Я сел на вёсла, развернул лодку и выбрался из ручья в реку. Здесь и вёслами можно было не работать — сиди себе, подправляй иногда курс и смотри на проплывающие берега.
После полудня вдали показался Псков. Я сел на вёсла и стал грести. Вскоре я причалил у пристани и привязал лодку.
Быстрым шагом направился в город. За время моего отсутствия ничего не изменилось. Чем ближе подходил я к дому Ильи, тем сильнее ощущалось волнение. Хотя ведь не родственники они мне, а было ощущение, что после долгого пути я возвращаюсь домой.
Вот и улица, вот уже виден дом Ильи. Я непроизвольно ускорил шаг, сумка с инструментами оттягивает руку, но я уже почти бегу — сердце отчаянно колотится. Открываю калитку.
На стук оборачивается Маша, вешающая бельё на верёвку, взвизгивает, бросает белье на землю и забегает в дом. Раздаётся вопль: «Он вернулся!» И через несколько мгновений из дома выбегает простоволосая Дарья и бросается мне на шею, покрывая лицо поцелуями.
— Вернулся! Где же ты пропадал, моё сердечко измучилось совсем.
Рядом крутится Маша, норовя обнять. Из дома степенно выходит Илья, но, не выдержав, подбегает и с ходу обнимает меня. Не удержав веса обоих, я выпускаю из рук сумку, и мы все вместе падаем.
Илья незлобиво ворчит:
— Совсем девки ополоумели от радости! Накормить человека надо, в баньку сводить, так они на землю его свалили. Ну‑ка — брысь отседова, непутёвые.
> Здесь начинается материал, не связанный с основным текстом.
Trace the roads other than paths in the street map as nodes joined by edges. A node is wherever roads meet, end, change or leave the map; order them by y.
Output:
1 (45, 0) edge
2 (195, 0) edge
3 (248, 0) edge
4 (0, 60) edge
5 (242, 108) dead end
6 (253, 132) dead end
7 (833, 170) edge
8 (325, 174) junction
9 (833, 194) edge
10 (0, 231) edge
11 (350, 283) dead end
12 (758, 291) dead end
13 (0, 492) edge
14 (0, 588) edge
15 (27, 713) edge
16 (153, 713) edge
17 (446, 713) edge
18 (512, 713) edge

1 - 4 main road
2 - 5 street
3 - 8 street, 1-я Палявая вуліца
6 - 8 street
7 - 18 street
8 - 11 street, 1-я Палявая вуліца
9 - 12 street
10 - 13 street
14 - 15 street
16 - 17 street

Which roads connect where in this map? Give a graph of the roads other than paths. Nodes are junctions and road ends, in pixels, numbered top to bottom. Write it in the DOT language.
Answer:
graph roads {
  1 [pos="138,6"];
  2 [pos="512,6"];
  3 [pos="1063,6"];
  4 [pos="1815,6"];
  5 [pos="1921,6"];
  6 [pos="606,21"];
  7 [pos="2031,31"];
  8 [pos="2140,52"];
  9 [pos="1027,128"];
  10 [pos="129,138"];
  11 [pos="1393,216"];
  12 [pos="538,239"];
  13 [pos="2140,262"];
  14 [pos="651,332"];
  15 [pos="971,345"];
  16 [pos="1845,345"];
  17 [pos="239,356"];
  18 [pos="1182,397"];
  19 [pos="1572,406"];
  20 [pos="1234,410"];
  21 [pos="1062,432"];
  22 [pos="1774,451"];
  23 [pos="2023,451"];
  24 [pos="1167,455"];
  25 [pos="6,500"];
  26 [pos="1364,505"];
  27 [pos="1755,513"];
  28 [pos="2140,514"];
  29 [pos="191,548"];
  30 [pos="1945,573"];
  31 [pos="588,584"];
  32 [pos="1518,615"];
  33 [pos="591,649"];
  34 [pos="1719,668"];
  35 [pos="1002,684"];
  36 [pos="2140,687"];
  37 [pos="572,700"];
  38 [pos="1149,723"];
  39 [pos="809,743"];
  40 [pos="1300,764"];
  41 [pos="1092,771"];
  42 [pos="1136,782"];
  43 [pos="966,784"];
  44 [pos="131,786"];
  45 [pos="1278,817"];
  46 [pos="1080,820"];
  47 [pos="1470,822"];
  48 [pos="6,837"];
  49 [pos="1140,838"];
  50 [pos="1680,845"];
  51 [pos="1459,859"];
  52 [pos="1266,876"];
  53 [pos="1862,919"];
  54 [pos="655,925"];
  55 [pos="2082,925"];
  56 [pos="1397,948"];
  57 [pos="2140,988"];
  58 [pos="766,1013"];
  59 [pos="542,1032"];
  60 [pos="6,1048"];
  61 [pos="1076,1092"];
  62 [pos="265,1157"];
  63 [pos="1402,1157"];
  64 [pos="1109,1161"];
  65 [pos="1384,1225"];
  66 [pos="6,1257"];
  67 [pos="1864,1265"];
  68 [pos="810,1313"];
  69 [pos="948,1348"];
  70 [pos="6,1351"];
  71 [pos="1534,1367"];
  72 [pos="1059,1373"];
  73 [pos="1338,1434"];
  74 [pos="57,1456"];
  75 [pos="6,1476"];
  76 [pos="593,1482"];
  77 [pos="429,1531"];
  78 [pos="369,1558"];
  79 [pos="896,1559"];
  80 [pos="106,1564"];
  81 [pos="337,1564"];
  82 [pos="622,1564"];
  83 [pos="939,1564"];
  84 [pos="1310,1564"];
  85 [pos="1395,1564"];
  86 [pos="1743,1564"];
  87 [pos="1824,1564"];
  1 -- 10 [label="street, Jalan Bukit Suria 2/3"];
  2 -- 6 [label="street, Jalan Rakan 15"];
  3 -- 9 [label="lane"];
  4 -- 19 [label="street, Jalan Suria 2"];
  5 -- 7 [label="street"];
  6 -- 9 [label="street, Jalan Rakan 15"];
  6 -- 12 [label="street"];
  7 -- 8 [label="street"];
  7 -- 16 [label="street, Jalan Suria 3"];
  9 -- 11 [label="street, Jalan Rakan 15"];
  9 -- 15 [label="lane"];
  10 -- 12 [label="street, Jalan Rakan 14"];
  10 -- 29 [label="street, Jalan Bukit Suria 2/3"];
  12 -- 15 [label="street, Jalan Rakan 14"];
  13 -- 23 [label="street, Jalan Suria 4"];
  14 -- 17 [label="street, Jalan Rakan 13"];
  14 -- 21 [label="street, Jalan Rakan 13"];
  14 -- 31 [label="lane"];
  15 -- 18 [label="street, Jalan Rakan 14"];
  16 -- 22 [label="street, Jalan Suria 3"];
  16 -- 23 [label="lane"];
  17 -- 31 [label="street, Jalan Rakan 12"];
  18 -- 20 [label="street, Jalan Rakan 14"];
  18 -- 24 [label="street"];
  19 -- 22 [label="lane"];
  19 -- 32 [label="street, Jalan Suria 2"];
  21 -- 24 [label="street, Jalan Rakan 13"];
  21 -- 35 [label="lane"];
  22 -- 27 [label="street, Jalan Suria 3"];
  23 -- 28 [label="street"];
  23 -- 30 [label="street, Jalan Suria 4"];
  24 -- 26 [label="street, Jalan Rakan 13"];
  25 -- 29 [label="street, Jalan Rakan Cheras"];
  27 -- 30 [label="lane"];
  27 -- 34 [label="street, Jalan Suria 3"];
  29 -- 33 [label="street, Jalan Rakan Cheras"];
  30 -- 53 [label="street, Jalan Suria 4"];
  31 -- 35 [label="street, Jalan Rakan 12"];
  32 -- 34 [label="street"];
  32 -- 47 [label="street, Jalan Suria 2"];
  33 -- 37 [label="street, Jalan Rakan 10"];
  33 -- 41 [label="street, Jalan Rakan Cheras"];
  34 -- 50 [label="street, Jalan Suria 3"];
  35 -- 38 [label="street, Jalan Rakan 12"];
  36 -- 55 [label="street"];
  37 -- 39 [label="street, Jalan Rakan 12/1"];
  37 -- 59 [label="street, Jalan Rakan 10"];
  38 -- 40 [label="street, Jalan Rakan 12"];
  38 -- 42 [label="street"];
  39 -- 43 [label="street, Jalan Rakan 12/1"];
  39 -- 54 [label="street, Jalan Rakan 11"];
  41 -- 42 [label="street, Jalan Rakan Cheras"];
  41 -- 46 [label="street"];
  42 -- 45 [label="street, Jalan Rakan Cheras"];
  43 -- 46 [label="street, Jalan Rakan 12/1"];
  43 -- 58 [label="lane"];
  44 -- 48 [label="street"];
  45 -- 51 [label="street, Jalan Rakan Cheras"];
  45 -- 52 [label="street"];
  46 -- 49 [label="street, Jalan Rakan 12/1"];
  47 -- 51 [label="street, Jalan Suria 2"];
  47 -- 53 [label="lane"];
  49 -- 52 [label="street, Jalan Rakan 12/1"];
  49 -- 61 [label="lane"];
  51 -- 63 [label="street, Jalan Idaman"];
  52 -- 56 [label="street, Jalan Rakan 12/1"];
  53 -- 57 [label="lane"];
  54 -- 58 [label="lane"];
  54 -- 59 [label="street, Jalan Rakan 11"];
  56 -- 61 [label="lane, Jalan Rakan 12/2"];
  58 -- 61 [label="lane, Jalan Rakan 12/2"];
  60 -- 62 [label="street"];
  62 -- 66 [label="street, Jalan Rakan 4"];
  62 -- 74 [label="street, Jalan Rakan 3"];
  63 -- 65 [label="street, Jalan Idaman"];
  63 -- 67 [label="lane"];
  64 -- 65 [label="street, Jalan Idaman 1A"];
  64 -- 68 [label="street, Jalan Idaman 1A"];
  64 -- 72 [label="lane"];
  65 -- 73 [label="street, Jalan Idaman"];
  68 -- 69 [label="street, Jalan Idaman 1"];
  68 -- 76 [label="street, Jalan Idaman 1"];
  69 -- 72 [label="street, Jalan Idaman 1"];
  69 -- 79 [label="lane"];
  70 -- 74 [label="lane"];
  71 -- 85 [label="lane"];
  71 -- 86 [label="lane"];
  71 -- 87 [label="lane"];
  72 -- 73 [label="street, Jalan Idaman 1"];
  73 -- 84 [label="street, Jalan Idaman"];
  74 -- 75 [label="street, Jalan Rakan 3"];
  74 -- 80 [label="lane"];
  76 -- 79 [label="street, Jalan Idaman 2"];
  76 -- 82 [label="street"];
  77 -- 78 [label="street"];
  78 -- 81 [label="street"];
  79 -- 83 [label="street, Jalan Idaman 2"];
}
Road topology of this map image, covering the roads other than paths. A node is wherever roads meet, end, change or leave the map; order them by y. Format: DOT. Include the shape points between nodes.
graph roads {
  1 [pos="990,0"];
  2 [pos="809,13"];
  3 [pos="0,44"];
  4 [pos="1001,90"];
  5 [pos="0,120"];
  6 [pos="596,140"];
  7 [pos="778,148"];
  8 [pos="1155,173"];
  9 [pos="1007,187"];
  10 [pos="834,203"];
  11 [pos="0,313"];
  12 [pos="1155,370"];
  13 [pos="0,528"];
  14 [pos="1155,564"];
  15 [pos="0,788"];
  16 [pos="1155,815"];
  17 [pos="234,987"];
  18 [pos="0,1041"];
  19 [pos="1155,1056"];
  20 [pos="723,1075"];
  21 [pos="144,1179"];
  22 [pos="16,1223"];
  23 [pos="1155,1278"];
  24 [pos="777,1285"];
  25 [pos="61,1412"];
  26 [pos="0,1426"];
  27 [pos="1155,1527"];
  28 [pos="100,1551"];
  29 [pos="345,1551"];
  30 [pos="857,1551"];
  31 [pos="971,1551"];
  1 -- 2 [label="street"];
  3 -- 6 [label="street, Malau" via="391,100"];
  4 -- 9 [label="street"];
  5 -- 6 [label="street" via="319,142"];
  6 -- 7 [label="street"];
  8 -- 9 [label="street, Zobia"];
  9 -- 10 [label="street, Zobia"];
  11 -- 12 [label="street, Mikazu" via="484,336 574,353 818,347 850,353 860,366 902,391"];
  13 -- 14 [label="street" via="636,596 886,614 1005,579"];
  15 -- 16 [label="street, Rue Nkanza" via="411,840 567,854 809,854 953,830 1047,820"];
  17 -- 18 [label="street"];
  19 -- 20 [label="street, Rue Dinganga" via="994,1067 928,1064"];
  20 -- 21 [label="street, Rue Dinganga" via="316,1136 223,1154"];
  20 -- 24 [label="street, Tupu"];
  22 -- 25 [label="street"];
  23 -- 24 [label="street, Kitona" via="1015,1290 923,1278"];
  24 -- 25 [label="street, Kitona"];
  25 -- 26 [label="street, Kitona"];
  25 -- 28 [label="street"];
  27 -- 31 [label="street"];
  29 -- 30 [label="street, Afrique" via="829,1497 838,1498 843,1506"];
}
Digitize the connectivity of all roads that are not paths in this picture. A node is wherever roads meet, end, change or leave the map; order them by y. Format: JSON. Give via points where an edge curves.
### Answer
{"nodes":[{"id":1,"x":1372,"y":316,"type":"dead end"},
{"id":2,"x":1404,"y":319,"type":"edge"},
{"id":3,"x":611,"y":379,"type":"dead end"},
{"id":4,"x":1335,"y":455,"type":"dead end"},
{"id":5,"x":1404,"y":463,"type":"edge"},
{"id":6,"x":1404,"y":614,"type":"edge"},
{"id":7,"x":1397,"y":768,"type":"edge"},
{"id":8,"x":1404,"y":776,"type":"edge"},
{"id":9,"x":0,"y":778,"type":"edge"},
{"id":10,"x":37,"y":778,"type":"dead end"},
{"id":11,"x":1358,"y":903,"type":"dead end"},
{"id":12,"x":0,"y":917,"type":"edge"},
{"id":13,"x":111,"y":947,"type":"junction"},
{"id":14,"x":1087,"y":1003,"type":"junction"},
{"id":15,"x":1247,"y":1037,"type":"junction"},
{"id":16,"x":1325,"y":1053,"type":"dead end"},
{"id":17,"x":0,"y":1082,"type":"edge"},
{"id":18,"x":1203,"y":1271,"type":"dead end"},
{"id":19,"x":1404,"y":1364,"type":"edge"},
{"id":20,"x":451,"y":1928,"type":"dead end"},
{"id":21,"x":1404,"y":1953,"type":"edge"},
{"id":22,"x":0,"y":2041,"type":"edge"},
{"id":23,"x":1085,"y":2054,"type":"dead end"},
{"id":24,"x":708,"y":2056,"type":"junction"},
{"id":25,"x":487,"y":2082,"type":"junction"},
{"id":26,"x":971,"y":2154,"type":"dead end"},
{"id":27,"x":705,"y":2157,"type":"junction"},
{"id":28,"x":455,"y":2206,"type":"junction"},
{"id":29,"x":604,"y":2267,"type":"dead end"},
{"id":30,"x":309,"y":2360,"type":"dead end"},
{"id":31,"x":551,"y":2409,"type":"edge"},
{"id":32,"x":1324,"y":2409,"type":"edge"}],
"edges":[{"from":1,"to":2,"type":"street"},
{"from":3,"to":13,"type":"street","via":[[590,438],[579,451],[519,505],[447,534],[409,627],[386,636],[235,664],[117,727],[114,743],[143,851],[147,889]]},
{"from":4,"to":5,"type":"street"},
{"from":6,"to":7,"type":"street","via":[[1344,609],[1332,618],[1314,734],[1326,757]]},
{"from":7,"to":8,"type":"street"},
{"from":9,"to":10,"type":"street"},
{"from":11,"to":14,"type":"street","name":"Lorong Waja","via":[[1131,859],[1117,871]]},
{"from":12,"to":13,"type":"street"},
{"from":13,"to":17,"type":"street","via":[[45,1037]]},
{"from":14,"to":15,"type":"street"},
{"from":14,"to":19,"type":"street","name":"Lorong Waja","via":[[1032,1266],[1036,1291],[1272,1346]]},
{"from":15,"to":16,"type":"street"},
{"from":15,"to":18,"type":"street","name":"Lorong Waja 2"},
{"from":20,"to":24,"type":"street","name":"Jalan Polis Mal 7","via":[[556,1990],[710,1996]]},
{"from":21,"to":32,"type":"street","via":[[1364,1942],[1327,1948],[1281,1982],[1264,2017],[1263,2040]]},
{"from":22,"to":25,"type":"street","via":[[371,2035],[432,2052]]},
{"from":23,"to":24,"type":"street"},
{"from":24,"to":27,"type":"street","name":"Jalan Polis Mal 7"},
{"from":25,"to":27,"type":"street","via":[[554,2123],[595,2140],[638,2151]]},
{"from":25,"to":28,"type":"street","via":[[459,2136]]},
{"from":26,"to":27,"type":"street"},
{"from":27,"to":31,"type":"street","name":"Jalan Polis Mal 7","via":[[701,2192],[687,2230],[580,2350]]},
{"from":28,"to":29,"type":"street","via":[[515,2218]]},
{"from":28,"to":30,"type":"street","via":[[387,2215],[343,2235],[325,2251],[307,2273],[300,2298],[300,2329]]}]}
Дарья с Машей побежали в дом, а мы с Ильёй поднялись, отряхнулись. Илья придирчиво осмотрел меня:
— Похудел, одёжа поистрепалась. Ну — ничего, мы тебя подкормим, оденем, будешь как новенький. Пойдём в дом.
Илья подхватил мою сумку, взял меня под Руку, и мы пошли в дом.
А здесь кипела суета. Дарья и Маша бегали с кухни в трапезную, накрывали стол. Мы чинно уселись на стулья.
— Долго мучить не стану, ещё будет время наговориться. Где пропадал? Хоть весточку бы прислал.
— В плену у шведов. Оттуда весточку не пошлёшь. Как стали пленных менять, так я и вернулся.
Дарья, услышав мои слова, замерла.
— Иди, иди, видишь — оголодал парень в плену.
Дарья убежала за новым блюдом.
— Убивалась по тебе. Как ночью уехал — ни весточки: где ты, что с тобой? Убили тебя или кралю себе какую нашёл? Так вещи твои остались в комнате. Говорю ей — не таков Юрий человек, чтобы исчезнуть, не попрощавшись, стало быть — беда приключилась. Я бы на выручку примчался, только где тебя искать?
— Вот он я — чего меня искать; кормите, третий день не евши.
— Эй, девчата, герой с голоду помирает. Неуж побыстрее нельзя?
— Сейчас, скоро уже.
— Дарья, сама накрой, Маша пусть баньку затопит.
Я вымыл руки и лицо, вернулся к столу. Быстро девчата организовали угощение: курица вареная, лапша, пироги с рыбой, каша пшенная с маслом и яблоками, квас, пиво и вино на выбор.
Я понемногу стал есть, памятуя, что после воздержания много есть за один присест опасно. Пил пиво, опасаясь от вина захмелеть с голодухи. Даже после кружки пива в голове зашумело. Почувствовав сытость, я откинулся на спинку стула.
— Спасибо, Илья и девочки. Глазами бы всё съел, ан нельзя сразу. После баньки продолжим.